Os cinco sonhos (edição de 1877)
Andando um dia Carlos Magno á caça com uma comitiva numerosa, perseguiu um veado, que dava taes saltos, e corria por tal fórma, que, apesar da ligeireza do seu cavallo, o rei perdeu-lhe completamente a pista. Foi só então que viu que estava só, tendo a sua côrte ficado muito para traz; sentindo-se fatigado, entrou ao cair da noite n'uma choupana solitaria no meio da floresta. Em roda da lareira estavam deitados quatro ladrões. Os salteadores levantaram-se logo, como despertados pelo barulho da entrada do viajante; cada um d'elles tinha tido um sonho, que lhe quizeram logo contar.
O primeiro que tomou a palavra exprimiu-se d'esta maneira:
— No meu sonho, tirava eu o capacete d'ouro á pessoa que acaba de entrar aqui, e punha-o na minha cabeça.»
— Eu, disse o outro, sonhei que vestia a sua couraça.»
— E eu que estava pondo o seu manto.»
— E eu, disse o quarto ladrão, para lhe fazer favor, passava em roda do meu pescoço aquella pesada cadeia d'ouro, da qual está pendurada a sua trompa de caça.»
— Vejo bem, disse o imperador, que teem tenção de me roubar tudo, e mesmo a vida.

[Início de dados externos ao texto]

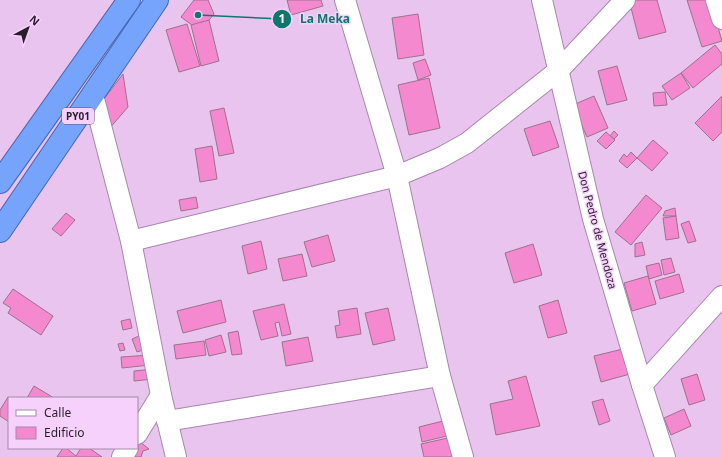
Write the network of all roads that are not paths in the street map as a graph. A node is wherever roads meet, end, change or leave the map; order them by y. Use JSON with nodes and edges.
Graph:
{"nodes":[{"id":1,"x":129,"y":0,"type":"edge"},
{"id":2,"x":157,"y":0,"type":"edge"},
{"id":3,"x":345,"y":0,"type":"edge"},
{"id":4,"x":542,"y":0,"type":"edge"},
{"id":5,"x":625,"y":0,"type":"edge"},
{"id":6,"x":716,"y":0,"type":"edge"},
{"id":7,"x":722,"y":19,"type":"edge"},
{"id":8,"x":559,"y":70,"type":"junction"},
{"id":9,"x":92,"y":95,"type":"junction"},
{"id":10,"x":397,"y":176,"type":"junction"},
{"id":11,"x":0,"y":182,"type":"edge"},
{"id":12,"x":0,"y":231,"type":"edge"},
{"id":13,"x":130,"y":241,"type":"junction"},
{"id":14,"x":722,"y":296,"type":"edge"},
{"id":15,"x":440,"y":376,"type":"junction"},
{"id":16,"x":642,"y":385,"type":"junction"},
{"id":17,"x":161,"y":395,"type":"junction"},
{"id":18,"x":167,"y":421,"type":"junction"},
{"id":19,"x":138,"y":432,"type":"edge"},
{"id":20,"x":176,"y":457,"type":"edge"},
{"id":21,"x":462,"y":457,"type":"edge"},
{"id":22,"x":665,"y":457,"type":"edge"}],
"edges":[{"from":1,"to":11,"type":"highway","number":"PY01"},
{"from":2,"to":9,"type":"highway","number":"PY01"},
{"from":3,"to":10,"type":"street"},
{"from":4,"to":8,"type":"street","name":"Don Pedro de Mendoza"},
{"from":5,"to":8,"type":"street"},
{"from":6,"to":7,"type":"street"},
{"from":8,"to":10,"type":"street"},
{"from":8,"to":16,"type":"street","name":"Don Pedro de Mendoza"},
{"from":9,"to":12,"type":"highway","number":"PY01"},
{"from":9,"to":13,"type":"street"},
{"from":10,"to":13,"type":"street"},
{"from":10,"to":15,"type":"street"},
{"from":13,"to":17,"type":"street"},
{"from":14,"to":16,"type":"street"},
{"from":15,"to":18,"type":"street"},
{"from":15,"to":21,"type":"street"},
{"from":16,"to":22,"type":"street","name":"Don Pedro de Mendoza"},
{"from":17,"to":18,"type":"street"},
{"from":17,"to":19,"type":"street"},
{"from":18,"to":20,"type":"street"}]}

Reconheço que estou em poder de vocês, e que toda e qualquer resistencia seria inutil. Não lhes peço senão uma cousa, é que me deixem tocar pela ultima vez na minha trompa de caça.»
Os salteadores responderam que consentiam, visto que o ultimo pedido d'um moribundo deve ser respeitado.
Carlos Magno levou á boca a sua magnifica trompa de marfim, e tirou d'ella sons tão fortes e sonoros, que em menos d'alguns minutos todos os seus companheiros de caça e a sua comitiva estavam ao pé d'elle.
— Agora, disse o imperador, dirigindo-se aos salteadores, agora tambem eu devo contar o sonho que tive. Sonhei que vocês todos iam ser enforcados diante d'este casebre.»
E o sonho realisou-se immediatamente.